# General ANOVA/MANOVA and GLM Notes - Random Effects

Some research questions require the assessment of the significance of random effects. For example, you may want to test the hypothesis that there are significant differences in students' algebra skills across different high schools in the state (i.e., the high school factor would represent a random effect). Note that if your hypothesis were more specific (e.g., algebra skills in rural high schools are better than in urban schools) the high school factor would be a fixed effect (the terms fixed effect and random effect were first used by Eisenhart, 1947). However, the hypothesis as it stands requires that you draw a random sample of high schools from the population of high schools in the state. Then a sample of students within each selected high school would be tested. Thus, each level of the high school factor (i.e., each high school that was selected into the random sample of high schools) does not represent a distinct level of the factor, but instead represents one possible level chosen from a population of levels, and you are interested in generalizing from the chosen levels to the population of levels (i.e., the hypothesis pertains to any differences between high schools in the state).

As a rule, a factor should probably be treated as a random factor if you would not choose the same levels of the factor for a replication of the study. In the present example, if you wanted to replicate the study, you would not test students in exactly the same high schools; rather, you would draw a new sample of high schools, that is, a new sample of levels of the high school factor. Thus, the high school factor is a random effect. On the other hand, if you wanted to replicate a learning experiment where subjects had to memorize lists of either 10 words or 20 words (level 1 and level 2, respectively, of a between-groups factor) you would again expose subjects to exactly the same levels, i.e., to lists of 10 words or lists of 20 words. Thus, this factor is a fixed effect. Refer to ANOVA textbooks (e.g., Lindman, 1974; Winer, 1962, 1971) if you are not familiar with the distinction between fixed and random effects.

Comparing Experiments. Another example of when you can specify a factor as random is in comparisons across different experiments. Sometimes, you may want to compare the results of different experiments that used identical designs. In that case, it is advisable to treat the between-groups factor "Experiment" as a random effect, because you are interested in drawing inferences about the entire "population of experiments" that could have been performed.

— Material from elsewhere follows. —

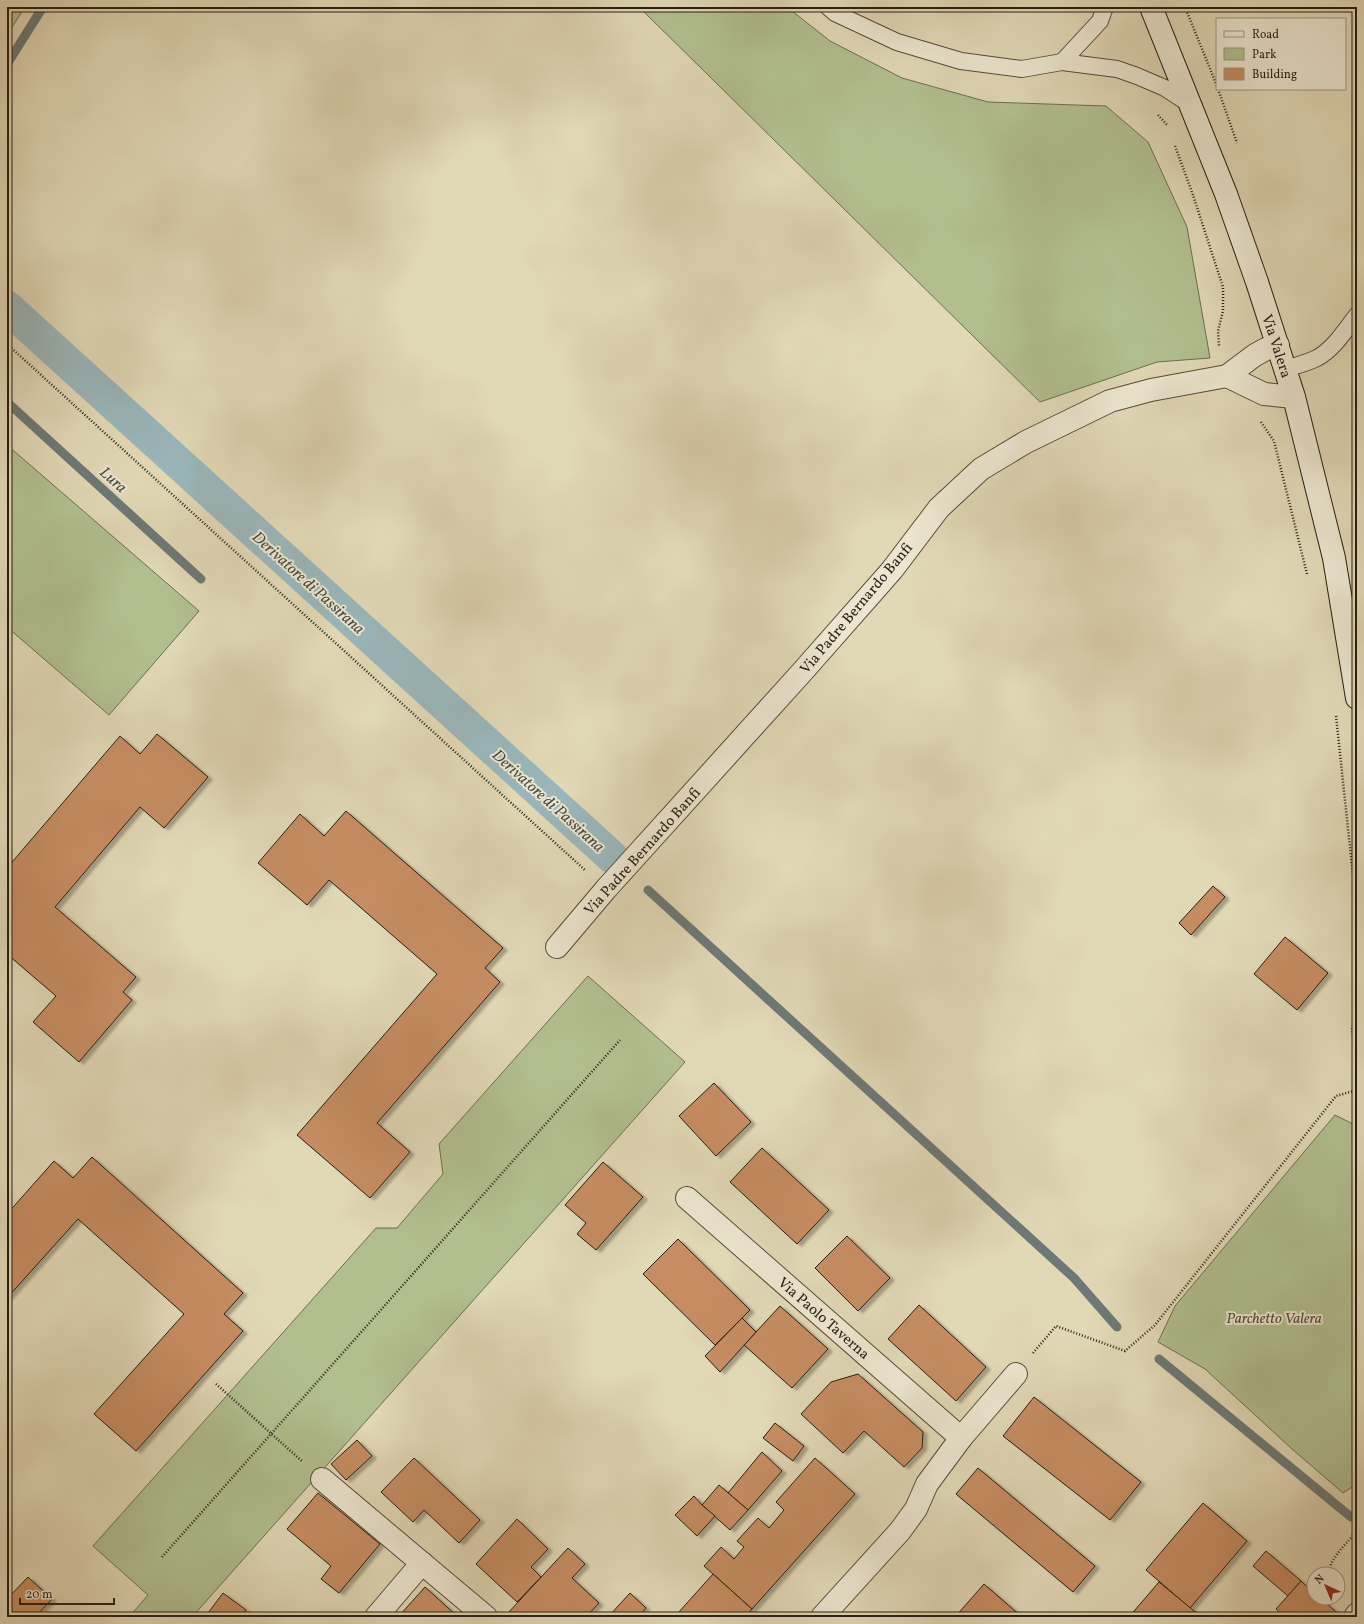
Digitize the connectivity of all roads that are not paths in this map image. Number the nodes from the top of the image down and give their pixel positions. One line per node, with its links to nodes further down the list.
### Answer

Specifying the Design. Note that designs with random factors can be analyzed via the General Linear Models (GLM) or Variance Components and Mixed Model ANOVA/ANCOVA modules. In order to specify a random factor, first specify all (between-groups and within-subjects) factors. Then click the Random factors button on the GLM Quick Specs Dialog - Options tab and select the factors in the design that should be treated as random factors.

Components of Variance, Denominator Synthesis. In fixed-effect designs, between effects are always tested using the mean squared residual as the error term. In mixed-model (random effects) designs, between effects are tested using relevant error terms based on the covariation of random sources of variation in the design. Specifically, this is done using Satterthwaite's method of denominator synthesis (Satterthwaite, 1946), which finds the linear combinations of sources of random variation that serve as appropriate error terms for testing the significance of the respective effect of interest. A basic discussion of these types of designs, and methods for estimating variance components for the random effects can also be found in the of the Variance Components and Mixed Model ANOVA/ANCOVA module.

Overparameterized and Sigma-Restricted Models. In one line of literature, the analysis of multi-factor ANOVA designs is generally discussed in terms of the so-called Sigma-restricted model. In short, the ANOVA parameters are constrained to sum to zero; in this manner, given k levels of a factor, the k-1 parameters (corresponding to the k-1 degrees of freedom) can readily be estimated (e.g., Lindeman, 1974, Snedecor and Cochran, 1989, p. 322). Another tradition discusses ANOVA in the context of the unconstrained and, thus, over-parameterized) general linear model (e.g., Kirk, 1968). The results for mixed (random and fixed effect) models can be different applying the two approaches. For this discussion, suppose you had a two-way mixed model design: Subject (random) by Treatment (fixed). It turns out that if you start with the Sigma-restricted model, the expected mean square for the random effect (i.e., Subject) does not contain the two-way interaction; however, without the Sigma restriction, it does (compare tables 4.6 and 4.7 in Searle, Casella, & McCulloch, 1992; the derivations of the expected mean squares in the two cases are also discussed in that reference).

The next question, of course, is which expected mean square is right; the answer to this question is "it depends." Searle, Casella, and McCulloch (1992) give a detailed discussion of the advantages and disadvantages of the two approaches (they conclude that the question "has no definitive, universally acceptable answer," p. 126). However, Searle, et al. also point out that when the parameters of the fixed effects "are being taken as realized values of random variables, it is not realistic to have them summing to zero" (Searle, et al. p. 123). Moreover, for the case of unbalanced data, this restriction is usually never even considered. Therefore, most general linear model routines (including the Variance Components and Mixed Model ANOVA/ANCOVA module) that estimate expected mean squares for mixed models will usually use the solution for the over-parameterized model.